Fast Fact: Kegel exercises can strengthen the pelvic floor muscles. These muscles can weaken and stretch during childbirth, so doing these special exercises during pregnancy and after birth will help keep the important pelvic muscles strong. To do a kegel exercise, pretend you must stop urinating quickly (you’ll feel a squeeze), count to ten and then release. It may feel awkward at first. Try not to squeeze your buttocks or hold your stomach in while doing them. Experts suggest doing a few a day until you feel stronger—then aim for three sets of ten a day.


Q&A:  Laura Roe Stevens, Parenting Editor for DivineCaroline, researches and interviews experts to find answers to readers’ questions.


Q: I drank alcohol before I realized that I was pregnant. In fact, I was a bit tipsy the night we conceived. Will this hurt the baby?


A: According to the FDA and the American College of Obstetrics and Gynecologists (ACOG), no level of alcohol intake is considered safe for the baby. What is important, however, is that you stop drinking now that you know you are pregnant in order to avoid fetal alcohol poisoning.

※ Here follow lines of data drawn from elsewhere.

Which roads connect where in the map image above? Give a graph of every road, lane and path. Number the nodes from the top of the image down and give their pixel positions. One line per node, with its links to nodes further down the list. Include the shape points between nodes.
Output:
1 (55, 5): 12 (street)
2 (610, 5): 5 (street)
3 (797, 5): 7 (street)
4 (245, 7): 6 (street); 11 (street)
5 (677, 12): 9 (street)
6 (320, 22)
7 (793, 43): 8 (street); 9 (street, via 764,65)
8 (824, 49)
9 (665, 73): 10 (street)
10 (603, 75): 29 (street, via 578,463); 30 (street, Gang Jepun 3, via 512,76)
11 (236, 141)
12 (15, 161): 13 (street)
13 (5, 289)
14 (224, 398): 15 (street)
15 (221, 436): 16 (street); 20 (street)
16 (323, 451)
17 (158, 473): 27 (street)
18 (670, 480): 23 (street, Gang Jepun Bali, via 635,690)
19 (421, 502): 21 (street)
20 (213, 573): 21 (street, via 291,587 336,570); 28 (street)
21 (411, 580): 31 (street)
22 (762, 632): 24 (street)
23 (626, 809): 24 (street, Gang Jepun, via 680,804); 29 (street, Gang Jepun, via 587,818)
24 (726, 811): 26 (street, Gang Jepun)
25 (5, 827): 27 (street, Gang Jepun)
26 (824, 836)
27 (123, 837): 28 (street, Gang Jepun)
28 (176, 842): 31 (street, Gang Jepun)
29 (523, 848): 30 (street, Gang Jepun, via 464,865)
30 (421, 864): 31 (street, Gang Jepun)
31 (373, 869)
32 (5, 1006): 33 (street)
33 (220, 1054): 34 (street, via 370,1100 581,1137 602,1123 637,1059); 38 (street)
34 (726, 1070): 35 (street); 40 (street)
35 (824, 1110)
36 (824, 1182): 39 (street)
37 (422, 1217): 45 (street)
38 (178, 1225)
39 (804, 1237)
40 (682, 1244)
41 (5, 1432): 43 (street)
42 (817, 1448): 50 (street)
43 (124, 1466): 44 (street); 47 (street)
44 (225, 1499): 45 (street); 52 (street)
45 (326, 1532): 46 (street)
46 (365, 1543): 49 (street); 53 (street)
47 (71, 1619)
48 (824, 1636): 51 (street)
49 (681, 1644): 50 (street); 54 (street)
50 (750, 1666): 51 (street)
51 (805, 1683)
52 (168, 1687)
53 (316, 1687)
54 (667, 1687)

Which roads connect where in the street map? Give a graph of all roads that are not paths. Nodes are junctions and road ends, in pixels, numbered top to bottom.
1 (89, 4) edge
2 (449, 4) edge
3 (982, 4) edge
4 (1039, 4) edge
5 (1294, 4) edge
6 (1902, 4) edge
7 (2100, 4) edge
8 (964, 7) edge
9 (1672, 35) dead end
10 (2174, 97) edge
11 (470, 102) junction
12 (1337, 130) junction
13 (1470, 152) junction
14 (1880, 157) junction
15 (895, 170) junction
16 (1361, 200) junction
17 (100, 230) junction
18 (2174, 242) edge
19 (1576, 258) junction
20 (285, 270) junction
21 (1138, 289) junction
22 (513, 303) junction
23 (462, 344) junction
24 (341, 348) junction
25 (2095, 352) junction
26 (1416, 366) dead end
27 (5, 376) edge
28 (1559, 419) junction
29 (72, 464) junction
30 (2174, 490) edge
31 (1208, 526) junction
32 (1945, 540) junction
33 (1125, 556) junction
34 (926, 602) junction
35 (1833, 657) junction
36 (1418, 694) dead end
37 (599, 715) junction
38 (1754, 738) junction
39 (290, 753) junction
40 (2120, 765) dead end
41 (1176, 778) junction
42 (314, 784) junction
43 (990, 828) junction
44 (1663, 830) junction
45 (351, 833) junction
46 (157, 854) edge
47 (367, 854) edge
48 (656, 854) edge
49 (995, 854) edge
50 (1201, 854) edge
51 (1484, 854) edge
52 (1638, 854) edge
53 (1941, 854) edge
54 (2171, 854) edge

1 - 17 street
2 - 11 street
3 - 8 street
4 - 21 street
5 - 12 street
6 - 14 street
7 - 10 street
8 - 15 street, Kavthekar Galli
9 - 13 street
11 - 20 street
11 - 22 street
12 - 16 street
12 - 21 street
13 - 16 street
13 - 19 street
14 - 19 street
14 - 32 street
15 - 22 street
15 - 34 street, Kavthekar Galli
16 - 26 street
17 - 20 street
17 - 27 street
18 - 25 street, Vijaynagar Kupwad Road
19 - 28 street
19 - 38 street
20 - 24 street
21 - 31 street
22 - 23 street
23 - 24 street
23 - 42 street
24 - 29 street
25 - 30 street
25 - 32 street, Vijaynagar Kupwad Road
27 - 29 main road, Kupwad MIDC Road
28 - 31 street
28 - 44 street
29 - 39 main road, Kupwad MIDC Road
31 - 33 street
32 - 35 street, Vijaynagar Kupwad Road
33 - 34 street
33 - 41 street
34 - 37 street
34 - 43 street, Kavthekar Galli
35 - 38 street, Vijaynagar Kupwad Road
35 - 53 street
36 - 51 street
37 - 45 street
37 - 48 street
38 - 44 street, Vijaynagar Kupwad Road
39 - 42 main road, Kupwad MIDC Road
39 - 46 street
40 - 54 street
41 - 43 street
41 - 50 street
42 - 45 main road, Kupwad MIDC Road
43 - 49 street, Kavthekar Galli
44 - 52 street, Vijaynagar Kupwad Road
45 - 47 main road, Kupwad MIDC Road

According to the CDC, each year between 1,300 and 8,000 babies in the United States are born with Fetal Alcohol Syndrome (FAS), which can cause a combination of physical and mental birth defects. Sarah Maddison, MD, an experienced obstetrician from Raleigh, North Carolina, says:


“With other things that cause birth defects, called teratogens, early exposure in the first six weeks seems to have an all or none effect. That is to say, if you don’t have a miscarriage, there is no damage. That is not true later on (in your pregnancy), but people who have a few accidental splurges (with alcohol) early on are off the hook.”


Eating For Two: Iron


Iron helps your body make new blood to carry oxygen and nutrients to the baby during pregnancy. Your need for iron will increase 100 percent over your pre-pregnancy requirements. The Food and Drug Association (FDA) recommends 27 micrograms of iron a day when you’re pregnant. If you have too little iron in your diet, you may become anemic. To avoid this, your physician may suggest you take iron supplements, especially if you are a vegetarian. If you are feeling extremely lethargic, discuss this with your doctor— it may be more than pregnancy tiredness and a sign of anemia. Note: iron supplements can make you constipated—so eat those apricots and prunes and drink lots of water! Here are some foods that are high in iron:


  • Lean red meats (beef sirloin, lean ground beef, ground chuck)
  • Green leafy vegetables (broccoli, spinach, kale, bok choy)
  • Beans (black, pinto, navy or kidney beans, chick peas, lentils, black-eyed peas, tofu)
  • Whole grain bread and cereal
  • Brown or converted rice
  • Dried fruit (apricots, raisins, prunes)
  • Enriched pasta


Amrit’s Vegetarian Lentil Chili


  • 1 cup uncooked lentils, rinsed and drained
  • One (14 1/2-ounce) can diced tomatoes
  • 1 cup vegetable broth
  • One (6-ounce) can tomato paste
  • One green bell pepper, chopped
  • One medium onion, chopped
  • One carrot, chopped
  • One garlic clove, minced
  • 2 tablespoons balsamic vinegar
  • 2 teaspoons ground cumin
  • Salt and pepper to taste




1. Boil lentils in a medium saucepan with 4 cups water. Reduce heat, cover, and simmer for fifteen to twenty minutes, until the lentils begin to soften.

2. Add the remaining ingredients, cover, and continue to simmer about forty minutes, until the lentils are tender.

3. Sprinkle with grated cheddar cheese, or serve over brown rice.